Defunct Irish news channel run by Sky News

Sky News Ireland is a former programming block on Sky News, broadcast in Ireland. It was a separate feed from the UK and international versions of Sky News. Sky News Ireland was broadcast from its studios in Dublin. The service was also available in the UK and around the world on the Sky News Active (Red Button) service.

==Background==
Sky News launched in Europe in February 1989. In May 2004, Sky News confirmed the launch of an Irish version of the channel; prior to this, Sky News was broadcast in Ireland with specific opt-out advertising and sponsorship. Specialised Irish news content aired for 30 minutes each night from 19:00 and 22:00. These special broadcasts were presented by Gráinne Seoige, news anchor Ray Kennedy and Brian Daly. On 24 October 2005, the 19:00 programme was moved to 18:30, this put it in direct competition with RTÉ News: Six One.

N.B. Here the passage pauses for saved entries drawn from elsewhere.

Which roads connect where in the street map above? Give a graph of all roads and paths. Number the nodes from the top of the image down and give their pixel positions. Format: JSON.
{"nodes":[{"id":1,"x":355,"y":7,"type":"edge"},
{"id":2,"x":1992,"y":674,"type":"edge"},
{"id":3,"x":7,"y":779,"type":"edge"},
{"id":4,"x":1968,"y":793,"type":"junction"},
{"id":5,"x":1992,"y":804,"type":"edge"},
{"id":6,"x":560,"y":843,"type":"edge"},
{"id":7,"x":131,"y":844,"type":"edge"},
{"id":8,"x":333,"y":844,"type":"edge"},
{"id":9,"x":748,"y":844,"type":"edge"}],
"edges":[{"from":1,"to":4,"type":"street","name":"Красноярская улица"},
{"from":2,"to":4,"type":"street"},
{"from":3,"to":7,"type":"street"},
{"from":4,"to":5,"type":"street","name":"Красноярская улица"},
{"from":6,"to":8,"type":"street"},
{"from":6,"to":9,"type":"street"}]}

The bulletin was also available to international viewers via the Sky News Active service (red button) which proved quite popular with the Irish diaspora abroad. The channel was available to European viewers with a DVB-S satellite receiver. Sky News Ireland was the first Irish news service to be broadcast in widescreen, beating plans by RTÉ News and TV3 News. On 27 December 2005, it was confirmed Sky News Ireland's 18:30 bulletin was to be simulcast on the Irish feed of Sky One from 9 January 2006.

Reporters for the service included Tadhg Enright, Jonathan Healy, Alison O'Reilly, Orla Chennnaoui, David Blevins, Eibhlín Ní Chonghaile, Geraldine Lynagh, Amanda Cassidy, Aisling Ni Choisdealbha and John Sherwin. Weather on Sky News Ireland was usually presented by Lisa Burke.

In October 2006, according to Neilsen, ratings for the 22:00 programme were an average of 135,000 viewers, 18:30 programme averaging 65,000 viewers. However, The Guardian reported that viewing figures for the first half of 2006 were much lower, at just 6,000 for the early-evening bulletin and 17,000 for the late broadcast.

==Closure==
On 31 October 2006, it was reported that the programme block would cease at the end of November 2006. After 3 November 2006, no further Sky News Ireland bulletins were broadcast. Ray Kennedy presented the final programme at 22:00 on 3 November, after which the staff left in protest at the handling of the closure by their British Sky News managers in London.

Although specific Irish programming ended, Sky News continues to air an Irish opt-out advertising and sponsorship feed and continues to operate studios and offices in Dublin and Belfast.